## Stored data entries
============
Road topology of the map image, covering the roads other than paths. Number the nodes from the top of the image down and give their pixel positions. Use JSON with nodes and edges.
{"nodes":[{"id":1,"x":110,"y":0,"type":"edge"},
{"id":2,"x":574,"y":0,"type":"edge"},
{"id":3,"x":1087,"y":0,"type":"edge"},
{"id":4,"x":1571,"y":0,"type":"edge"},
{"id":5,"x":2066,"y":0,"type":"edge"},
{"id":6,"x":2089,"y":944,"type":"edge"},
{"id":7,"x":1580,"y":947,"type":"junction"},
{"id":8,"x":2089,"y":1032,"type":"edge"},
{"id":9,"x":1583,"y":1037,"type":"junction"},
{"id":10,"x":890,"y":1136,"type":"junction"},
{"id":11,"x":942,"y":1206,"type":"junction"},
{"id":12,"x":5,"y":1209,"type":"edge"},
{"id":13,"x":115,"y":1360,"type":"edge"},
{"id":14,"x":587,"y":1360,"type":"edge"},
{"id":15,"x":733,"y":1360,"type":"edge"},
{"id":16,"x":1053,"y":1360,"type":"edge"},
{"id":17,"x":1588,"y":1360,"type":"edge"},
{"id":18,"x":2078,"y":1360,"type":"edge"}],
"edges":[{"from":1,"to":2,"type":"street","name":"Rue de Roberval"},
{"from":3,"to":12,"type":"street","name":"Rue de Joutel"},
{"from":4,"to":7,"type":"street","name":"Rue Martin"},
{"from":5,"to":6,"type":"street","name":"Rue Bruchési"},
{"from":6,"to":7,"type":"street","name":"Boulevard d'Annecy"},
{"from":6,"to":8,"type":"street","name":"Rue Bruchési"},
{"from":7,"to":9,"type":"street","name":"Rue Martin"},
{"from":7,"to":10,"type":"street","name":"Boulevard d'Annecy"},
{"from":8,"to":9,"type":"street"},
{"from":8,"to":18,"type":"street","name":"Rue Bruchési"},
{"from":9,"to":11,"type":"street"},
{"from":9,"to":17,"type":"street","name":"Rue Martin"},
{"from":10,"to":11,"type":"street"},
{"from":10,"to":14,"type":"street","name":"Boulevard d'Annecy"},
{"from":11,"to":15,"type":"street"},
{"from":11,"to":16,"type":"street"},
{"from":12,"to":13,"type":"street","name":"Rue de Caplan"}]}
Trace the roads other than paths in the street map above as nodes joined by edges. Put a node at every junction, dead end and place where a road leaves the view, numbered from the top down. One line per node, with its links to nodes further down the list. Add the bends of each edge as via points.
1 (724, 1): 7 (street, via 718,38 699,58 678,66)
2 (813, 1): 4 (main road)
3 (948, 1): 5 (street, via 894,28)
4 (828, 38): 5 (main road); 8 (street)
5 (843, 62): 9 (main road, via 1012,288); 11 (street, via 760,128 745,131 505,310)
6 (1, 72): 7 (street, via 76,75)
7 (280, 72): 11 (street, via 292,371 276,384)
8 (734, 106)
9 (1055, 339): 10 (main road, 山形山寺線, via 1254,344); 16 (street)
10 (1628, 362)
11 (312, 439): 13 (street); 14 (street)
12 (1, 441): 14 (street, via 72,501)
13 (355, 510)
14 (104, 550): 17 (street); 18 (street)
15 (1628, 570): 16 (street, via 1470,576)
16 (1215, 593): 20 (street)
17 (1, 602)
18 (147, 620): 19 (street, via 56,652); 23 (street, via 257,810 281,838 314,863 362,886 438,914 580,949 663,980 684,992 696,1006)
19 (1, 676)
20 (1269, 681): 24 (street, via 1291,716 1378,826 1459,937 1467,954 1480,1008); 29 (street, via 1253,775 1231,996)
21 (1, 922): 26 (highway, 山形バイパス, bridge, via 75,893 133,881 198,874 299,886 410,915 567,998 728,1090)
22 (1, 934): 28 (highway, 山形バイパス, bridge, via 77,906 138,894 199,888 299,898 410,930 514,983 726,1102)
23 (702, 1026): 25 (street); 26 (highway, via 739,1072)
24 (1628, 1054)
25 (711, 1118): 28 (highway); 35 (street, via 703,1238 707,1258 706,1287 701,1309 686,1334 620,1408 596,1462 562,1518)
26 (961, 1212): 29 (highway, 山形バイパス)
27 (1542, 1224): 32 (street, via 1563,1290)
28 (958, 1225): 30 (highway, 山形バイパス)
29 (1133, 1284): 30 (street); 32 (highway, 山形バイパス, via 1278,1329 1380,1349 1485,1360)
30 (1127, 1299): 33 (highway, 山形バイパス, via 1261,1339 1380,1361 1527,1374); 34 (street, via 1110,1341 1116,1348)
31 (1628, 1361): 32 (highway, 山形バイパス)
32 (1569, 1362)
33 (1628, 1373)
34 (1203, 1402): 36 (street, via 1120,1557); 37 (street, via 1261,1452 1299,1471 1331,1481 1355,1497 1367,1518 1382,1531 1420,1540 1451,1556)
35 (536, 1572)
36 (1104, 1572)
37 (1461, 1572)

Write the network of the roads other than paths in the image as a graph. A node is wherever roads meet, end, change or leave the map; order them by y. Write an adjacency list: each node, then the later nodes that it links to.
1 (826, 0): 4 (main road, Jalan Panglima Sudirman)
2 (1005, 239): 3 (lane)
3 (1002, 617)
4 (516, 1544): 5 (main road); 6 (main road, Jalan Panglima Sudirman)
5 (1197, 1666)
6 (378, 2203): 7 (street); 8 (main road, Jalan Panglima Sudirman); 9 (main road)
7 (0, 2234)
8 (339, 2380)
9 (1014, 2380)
============
## Exercise directions
Scan the entries above, and wherever a line holds the string "Bruchési", copy it.

## Task response
{"from":5,"to":6,"type":"street","name":"Rue Bruchési"},
{"from":6,"to":8,"type":"street","name":"Rue Bruchési"},
{"from":8,"to":18,"type":"street","name":"Rue Bruchési"},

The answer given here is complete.